Experten: EU-Migrationspakt bedeutet Abkehr von Grundwerten 

Experten sehen die Vorschläge für einen EU-Asyl- und Migrationspakt äußerst kritisch. Die neue Solidarität der EU-Staaten in der Migrationspolitik bestünde künftig darin, gemeinsam für Abschottung und Abschiebungen zu sorgen.

Berlin - Migrationsexpertinnen und -experten sehen in dem Migrationspakt der EU-Kommission eine Abkehr von europäischen Grundwerten. Die Direktorin des Zentrums für Globale Migrationsstudien (CeMig) an der Universität Göttingen, Sabine Hess, sagte am Donnerstag im Gespräch mit dem Evangelischen Pressedienst (epd): "Das Recht der Menschen auf das Stellen eines Asylantrags und auf ein faires Verfahren wird ausgehöhlt". Die Europäische Union setze auf Abschottung und Aufrüstung, um Flucht und Migration nach Europa zu stoppen. 

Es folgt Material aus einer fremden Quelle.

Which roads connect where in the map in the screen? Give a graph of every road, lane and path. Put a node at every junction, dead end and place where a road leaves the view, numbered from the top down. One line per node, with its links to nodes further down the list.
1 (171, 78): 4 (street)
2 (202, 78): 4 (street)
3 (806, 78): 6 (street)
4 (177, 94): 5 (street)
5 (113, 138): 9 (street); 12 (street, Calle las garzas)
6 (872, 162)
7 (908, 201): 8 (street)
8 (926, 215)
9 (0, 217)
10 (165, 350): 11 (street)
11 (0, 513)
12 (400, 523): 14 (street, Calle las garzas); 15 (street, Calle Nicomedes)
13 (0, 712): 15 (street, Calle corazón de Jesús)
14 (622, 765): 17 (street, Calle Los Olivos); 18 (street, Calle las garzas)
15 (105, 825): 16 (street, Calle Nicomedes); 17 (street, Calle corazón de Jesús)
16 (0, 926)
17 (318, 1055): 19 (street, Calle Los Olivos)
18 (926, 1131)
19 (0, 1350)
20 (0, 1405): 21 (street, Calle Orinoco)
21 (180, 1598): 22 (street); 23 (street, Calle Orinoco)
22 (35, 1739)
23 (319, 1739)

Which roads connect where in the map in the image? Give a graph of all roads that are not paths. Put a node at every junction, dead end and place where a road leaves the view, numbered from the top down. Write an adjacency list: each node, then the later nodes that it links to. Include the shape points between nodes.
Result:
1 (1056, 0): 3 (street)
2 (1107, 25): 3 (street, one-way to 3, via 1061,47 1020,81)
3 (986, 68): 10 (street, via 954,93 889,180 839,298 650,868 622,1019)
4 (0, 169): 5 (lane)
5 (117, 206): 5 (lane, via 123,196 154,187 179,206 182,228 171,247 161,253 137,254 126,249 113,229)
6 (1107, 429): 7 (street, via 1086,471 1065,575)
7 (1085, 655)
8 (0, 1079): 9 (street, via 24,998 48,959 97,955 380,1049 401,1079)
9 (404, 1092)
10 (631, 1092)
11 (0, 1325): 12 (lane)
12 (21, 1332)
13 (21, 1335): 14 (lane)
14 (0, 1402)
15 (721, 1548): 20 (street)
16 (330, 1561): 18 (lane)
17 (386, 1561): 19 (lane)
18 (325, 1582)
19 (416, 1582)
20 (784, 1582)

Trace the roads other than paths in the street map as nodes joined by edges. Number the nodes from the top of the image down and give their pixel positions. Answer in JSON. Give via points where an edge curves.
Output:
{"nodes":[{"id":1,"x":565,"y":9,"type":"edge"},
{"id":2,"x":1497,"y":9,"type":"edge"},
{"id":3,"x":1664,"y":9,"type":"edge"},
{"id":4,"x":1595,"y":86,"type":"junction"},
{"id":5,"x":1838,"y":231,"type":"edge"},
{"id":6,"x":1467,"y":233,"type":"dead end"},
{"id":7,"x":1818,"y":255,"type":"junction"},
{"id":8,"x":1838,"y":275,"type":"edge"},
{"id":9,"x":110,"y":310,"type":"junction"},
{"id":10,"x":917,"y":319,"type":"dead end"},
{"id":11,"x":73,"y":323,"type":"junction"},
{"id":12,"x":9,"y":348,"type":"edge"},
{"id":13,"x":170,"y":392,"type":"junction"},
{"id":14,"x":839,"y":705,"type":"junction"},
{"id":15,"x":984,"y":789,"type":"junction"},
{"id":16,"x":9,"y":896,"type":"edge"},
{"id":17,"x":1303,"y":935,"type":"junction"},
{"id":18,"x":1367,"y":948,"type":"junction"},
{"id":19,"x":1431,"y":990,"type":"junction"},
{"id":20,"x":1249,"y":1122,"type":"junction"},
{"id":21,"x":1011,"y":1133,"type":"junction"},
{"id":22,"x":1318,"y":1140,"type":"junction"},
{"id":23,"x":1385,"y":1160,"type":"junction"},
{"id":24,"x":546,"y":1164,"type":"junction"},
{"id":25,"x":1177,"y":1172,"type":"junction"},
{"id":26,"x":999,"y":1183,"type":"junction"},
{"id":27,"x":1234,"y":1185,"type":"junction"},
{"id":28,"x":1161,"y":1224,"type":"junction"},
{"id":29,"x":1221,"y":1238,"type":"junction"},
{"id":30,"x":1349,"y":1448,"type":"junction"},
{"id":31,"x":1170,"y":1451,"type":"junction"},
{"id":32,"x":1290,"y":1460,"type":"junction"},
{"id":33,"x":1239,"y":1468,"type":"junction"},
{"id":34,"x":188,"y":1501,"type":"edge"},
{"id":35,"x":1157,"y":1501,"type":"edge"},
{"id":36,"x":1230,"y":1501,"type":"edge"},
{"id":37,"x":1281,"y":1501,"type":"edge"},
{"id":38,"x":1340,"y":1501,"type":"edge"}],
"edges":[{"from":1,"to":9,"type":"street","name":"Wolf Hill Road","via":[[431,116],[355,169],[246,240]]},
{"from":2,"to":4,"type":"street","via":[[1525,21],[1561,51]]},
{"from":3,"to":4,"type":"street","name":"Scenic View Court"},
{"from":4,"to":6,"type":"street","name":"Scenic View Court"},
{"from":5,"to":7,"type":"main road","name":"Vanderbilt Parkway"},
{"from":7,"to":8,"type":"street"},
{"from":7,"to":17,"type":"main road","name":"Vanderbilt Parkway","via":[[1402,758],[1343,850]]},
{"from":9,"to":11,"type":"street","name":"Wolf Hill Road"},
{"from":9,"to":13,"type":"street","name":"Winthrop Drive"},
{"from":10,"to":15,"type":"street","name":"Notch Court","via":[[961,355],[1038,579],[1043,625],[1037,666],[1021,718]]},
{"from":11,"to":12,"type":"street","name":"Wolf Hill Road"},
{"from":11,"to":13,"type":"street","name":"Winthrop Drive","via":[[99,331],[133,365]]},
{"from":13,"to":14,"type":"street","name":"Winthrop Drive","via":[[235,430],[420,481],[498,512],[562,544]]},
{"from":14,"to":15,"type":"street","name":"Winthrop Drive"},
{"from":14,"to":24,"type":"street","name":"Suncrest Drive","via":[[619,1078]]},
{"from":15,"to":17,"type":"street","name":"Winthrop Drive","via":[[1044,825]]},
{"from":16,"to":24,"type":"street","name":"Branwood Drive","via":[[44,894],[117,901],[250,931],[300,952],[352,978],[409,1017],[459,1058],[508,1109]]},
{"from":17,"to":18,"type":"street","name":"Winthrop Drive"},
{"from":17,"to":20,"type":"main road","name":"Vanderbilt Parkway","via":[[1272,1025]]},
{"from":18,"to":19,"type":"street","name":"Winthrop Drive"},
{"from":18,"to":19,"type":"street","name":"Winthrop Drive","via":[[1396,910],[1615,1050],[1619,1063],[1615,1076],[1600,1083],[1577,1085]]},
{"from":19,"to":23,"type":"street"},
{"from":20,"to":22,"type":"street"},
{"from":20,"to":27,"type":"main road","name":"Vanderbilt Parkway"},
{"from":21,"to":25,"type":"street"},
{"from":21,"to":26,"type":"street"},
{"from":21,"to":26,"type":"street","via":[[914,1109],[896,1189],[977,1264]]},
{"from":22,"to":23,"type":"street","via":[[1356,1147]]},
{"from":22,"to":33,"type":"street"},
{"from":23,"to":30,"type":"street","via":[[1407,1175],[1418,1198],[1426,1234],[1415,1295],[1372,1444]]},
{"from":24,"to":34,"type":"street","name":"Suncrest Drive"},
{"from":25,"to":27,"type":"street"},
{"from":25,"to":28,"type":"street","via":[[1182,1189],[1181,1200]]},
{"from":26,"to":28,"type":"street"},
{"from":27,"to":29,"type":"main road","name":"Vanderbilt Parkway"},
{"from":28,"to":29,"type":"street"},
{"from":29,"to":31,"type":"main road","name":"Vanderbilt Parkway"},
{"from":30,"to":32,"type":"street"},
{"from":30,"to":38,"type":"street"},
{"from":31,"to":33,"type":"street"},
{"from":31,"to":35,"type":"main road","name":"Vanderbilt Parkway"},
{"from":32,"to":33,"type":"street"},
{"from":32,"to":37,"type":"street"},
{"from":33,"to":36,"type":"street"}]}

Die EU-Kommission hatte den "Neuen Pakt zu Migration und Asyl" am Mittwoch in Brüssel vorgestellt. Er sieht beschleunigte Verfahren an den EU-Außengrenzen vor. Während abgelehnte Asylbewerber möglichst schnell abgeschoben werden sollen, könnte für die übrigen eine Verteilung auf andere EU-Staaten folgen. Diese sollen freiwillig Menschen übernehmen können oder alternativ bei Abschiebungen helfen. 

Hess kritisierte, dass ein großer Teil der Schutzsuchenden in Schnellverfahren abgeurteilt würde. "Das widerspricht dem Grundgedanken eines fairen Verfahrens." Sie verwies darauf, dass nach wissenschaftlichen Erkenntnissen selbst in Deutschland etwa 40 Prozent der Abschiebeverfahren fehlerhaft seien. Auch der Verbleib von Geflüchteten in Großlagern wie Moria würde durch den Pakt zur gängigen Praxis, fügte sie hinzu. Abschiebungen könnten aus verschiedensten Gründen häufig nicht vollzogen werden. Eine Folge wäre, dass Menschen Monate oder Jahre in solchen Grenzlagern verbringen müssten.

Die Migrationsexperten des Deutschen Caritasverbandes erklärten, es sei völlig offen, ob die Vorschläge der EU-Kommission Situationen wie in Moria künftig vermeiden würden. Mit den geplanten Schnellverfahren an den EU-Außengrenzen würden die Einreisestaaten genauso belastet wie bisher, erklärte Bernward Ostrop aus dem Berliner Büro des katholischen Wohlfahrtsverbandes.

Ostrop und der Migrations-Referent des Verbandes, Martin Beißwenger, erklärten, der Schwerpunkt des neuen EU-Asylplans liege eindeutig auf der Verhinderung von illegaler Migration und der Rückführung von Flüchtlingen. Die EU drohe damit zu einer "Abschiebe-Union" zu werden. Nach dem neuen Pakt "gäbe es eine Umverteilung von Flüchtlingen zur Rückführung", erläuterte Beißwenger, "statt einer Umverteilung zur Aufnahme".

Dem Kommissions-Vorschlag zufolge hätten EU-Staaten ihre Solidaritätspflichten in der Migrationspolitik künftig bereits erfüllt, wenn sie anderen Staaten helfen, Abschiebungen durchzusetzen. Gelinge ihnen dieses innerhalb von acht Monaten nicht, müssten sie die Flüchtlinge selbst aufnehmen. Mit solchen Vorschlägen werde "der Wertekanon der EU aufgegeben in Hinblick auf die Unwilligkeit einzelner Staaten, Flüchtlinge aufzunehmen", bilanzierte Beißwenger.

Was dem Asylpakt dagegen völlig fehle, seien Anreize für Staaten, kontrolliert Flüchtlinge aufzunehmen. Dabei zeigten die jüngsten Umverteilungen von unbegleiteten Jugendlichen, erkrankten Kindern, aus Seenot Geretteten und künftig auch Familien, dass es Wege gebe, sich zu verständigen. Daran und an einer menschenwürdigen Behandlung auch derjenigen Migranten, die zurückmüssten, müsse man weiterarbeiten, auch wenn es extrem mühsam sei, forderten Beißwenger und Ostrop.